A beast lives in me.
It is a monstrous entity. Disguised, camouflaged, it lies undetected and unannounced, this monster that lives in me.
He is ghastly and inhuman but because of this dark spiritual void, he is also very human. He is blood and bones and sinew and there is nothing lofty about him. He lives in me and I keep him wrapped tightly but his strength is formidable and he bellows forth when least expected. His strength is will and persistence but most of all, it is surprise. He lurks within my soul like a demon lying in wait.
He is a dark and morbid force. He has lived since man first walked the earth.
He is primitive and elemental and he has not been carried in lightly by the graceful winds of evolution; this is a kinder, gentler civilization but he is not kind, he is not gentle, and his intrinsic being is at odds with everything this quaint world stands for.
He is furtive and feasts on light. He steals light and joy from my life. He is a thief. I can never counter him for long because he wants to boast his wretched vision which he does in spite of my protests. He steals my light and consumes my happiness and peace. His sustenance is my deflated joy…he leaves a trail of sorrowful crumbs in his wake.
Without him, I am weak.
With him, I am evil.
I welcome him but I despise him. He kills all the pleasantly nice things in this life but leaves my battered bones laying in a heap while he runs off and cowers in the shadows while he plans his next devastating return. He confuses my soul. He blurs the vision of what I hold dear and shields my eyes when depravity shows itself.

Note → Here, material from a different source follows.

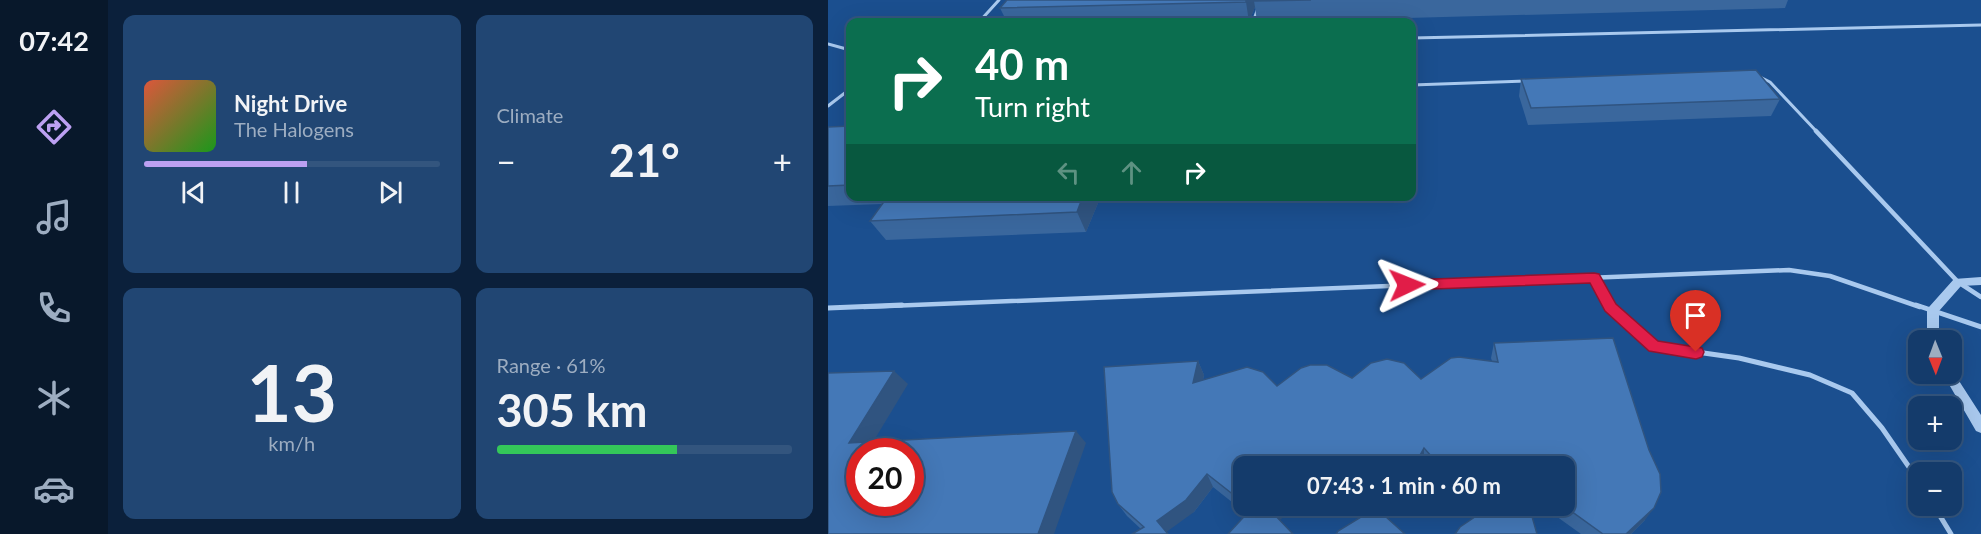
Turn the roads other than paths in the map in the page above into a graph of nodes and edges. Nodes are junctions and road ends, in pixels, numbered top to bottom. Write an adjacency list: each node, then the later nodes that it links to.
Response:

The beast tells me I am happy when I am sad, and that I’m empty when I’m happy.
He’s a cold-hearted beast who mimics my life and draws down the blinds of despair and leaves me to stew in my own acidic regrets. The beast cannot live in polite society, because society isn’t. The beast is everywhere. The civilized imprison him, and the debauched make room for him.
He springs into my life, fashions a nice dose of self-inflicted torment, and laughs as I try to make sense of things and right the ship again. My life is an endless cycle of hungering for the beast’s usurpation of my existence followed once again as I spend time wiping the soiled slate clean after he disappears.
I wish the beast looked like a beast. I wish he had horns and webbed hands and scaly skin. If this were the case, I might find solace in the physical disconnect, his otherness. But he looks like me. He is me. I am indistinguishable from him. This is the tragedy.
To shun the beast is to shun myself, but to embrace the beast is to embrace myself.
The beast is timeless.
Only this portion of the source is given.